NEXT GENERATION SIMULATOR FOR NEXT GENERATION SEQUENCING DATA

Rasmus Amund Henriksen, Lei Zhao, Thorfinn Sand Korneliussen
Contact: rasmus.henriksen@sund.ku.dk

VERSION

Next Generation Simulator for Next Generator Sequencing Data

This article was published in Oxford Academics as an application note the 20th of January 2023.

NGSNGS is a new program, therefore we are very interested in feedback to solve potential problems, as well as ideas for improvements or additions to specific and relevant features.

INSTALLATION & REQUIREMENTS

  • Use local installation of htslib

git clone https://github.com/RAHenriksen/NGSNGS.git

git clone https://github.com/samtools/htslib.git

cd htslib; make; cd ../NGSNGS; make HTSSRC=../htslib

  • Use systemwide installation of htslib

git clone https://github.com/RAHenriksen/NGSNGS.git

cd NGSNGS; make

NOTE: Newer version of htslib which includes bam_set1 is required

GENERAL

Next Generation Simulator for Next Generator Sequencing Data version 0.9.2.1

Next Generation Simulator for Next Generator Sequencing Data version 0.9.2.1

Usage
./ngsngs [options] -i <input_reference.fa> -r/-c <Number of reads or depth of coverage> -l/-lf/-ld <fixed length, length file or length distribution> -seq <SE/PE> -f <output format> -o <output name prefix>

Example 
./ngsngs -i Test_Examples/Mycobacterium_leprae.fa.gz -r 100000 -t 2 -s 1 -lf Test_Examples/Size_dist_sampling.txt -seq SE -m b,0.024,0.36,0.68,0.0097 -q1 Test_Examples/AccFreqL150R1.txt -f bam -o MycoBactBamSEOut

./ngsngs -i Test_Examples/Mycobacterium_leprae.fa.gz -c 3 -t 2 -s 1 -l 100 -seq PE -ne -a1 AGATCGGAAGAGCACACGTCTGAACTCCAGTCACCGATTCGATCTCGTATGCCGTCTTCTGCTTG -a2 AGATCGGAAGAGCGTCGTGTAGGGAAAGAGTGTAGATCTCGGTGGTCGCCGTATCATTT -q1 Test_Examples/AccFreqL150R1.txt -q2 Test_Examples/AccFreqL150R2.txt -f fq -o MycoBactFqPEOut

./ngsngs -i Test_Examples/Mycobacterium_leprae.fa.gz -r 100000 -t 1 -s 1 -ld Pois,78 -seq SE -mf Test_Examples/MisincorpFile.txt -f fa -o MycoBactFaSEOut

./ngsngs -i Test_Examples/hg19MSub.fa -r 1000 -t 1 -s 100 -l 150 -seq SE -ne -vcf Test_Examples/ChrMtSubDeletionDiploid.vcf -id 0 -q1 Test_Examples/AccFreqL150R1.txt -chr MT -DumpVCF DeltionInfo -f fq -o MtDeletionOut 

-h   | --help: 			 Print help page.

----- Required -----

-i   | --input: 		 Reference file in fasta format (.fa,.fasta) to sample reads.

Sequence reads: 
-r   | --reads: 		 Number of reads to simulate, conflicts with -c option.
-c   | --coverage: 		 Depth of Coverage to simulate, conflics with -r option.

Fragment Length:
-l   | --length: 		 Fixed length of simulated fragments, conflicts with -lf & -ld option.
-lf  | --lengthfile: 		 CDF of a length distribution, conflicts with -l & -ld option.
-ld  | --lengthdist: 		 Discrete or continuous probability distributions, given their Probability density function, conflicts with -l & -lf option.
	 <Uni,Min,Max> 		 Uniform distribution from a closed interval given a minimum and maximum positive integer, e.g.
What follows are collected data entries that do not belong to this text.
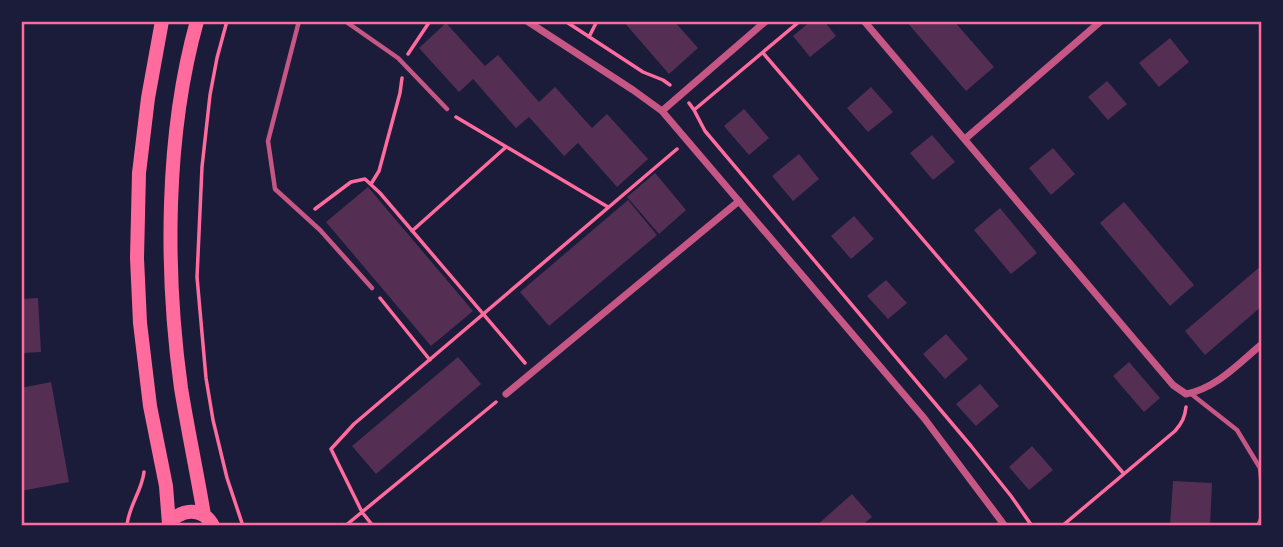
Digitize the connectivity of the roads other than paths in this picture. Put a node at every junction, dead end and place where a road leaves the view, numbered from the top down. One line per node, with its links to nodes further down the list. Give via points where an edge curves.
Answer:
1 (162, 21): 20 (main road, via 138,173 137,258 140,323)
2 (197, 21): 19 (main road, via 176,122 172,264 181,388)
3 (299, 21): 13 (lane, via 268,141 275,189)
4 (345, 21): 9 (lane, via 398,58)
5 (527, 21): 10 (street)
6 (766, 21): 10 (street)
7 (864, 21): 11 (street)
8 (1101, 21): 11 (street)
9 (447, 109)
10 (662, 111): 12 (street)
11 (965, 139): 16 (street, via 1173,385)
12 (738, 201): 15 (street); 21 (street, via 924,418)
13 (372, 288)
14 (1262, 344): 16 (street, via 1221,379)
15 (506, 394)
16 (1188, 394): 17 (lane, via 1237,430 1260,468)
17 (1262, 487)
18 (1262, 517): 22 (lane)
19 (209, 520): 20 (main road, via 187,511)
20 (168, 525)
21 (1005, 526)
22 (1258, 526)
Uni,40,180.
	 <Norm,Mean,Variance> 	 Normal Distribution, given a mean and variance, e.g. Norm,80,30.
	 <LogNorm,Mean,Variance> Log-normal Distribution, given a mean and variance, e.g. LogNorm,4,1.
	 <Pois,Rate> 		 Poisson distribution, given a rate, e.g. Pois,165.
	 <Exp,Rate> 		 Exponential distribution, given a rate, e.g. Exp,0.025.
	 <Gamma,Shape,Scale> 	 Gamma distribution, given a shape and scale, e.g. Gam,20,2.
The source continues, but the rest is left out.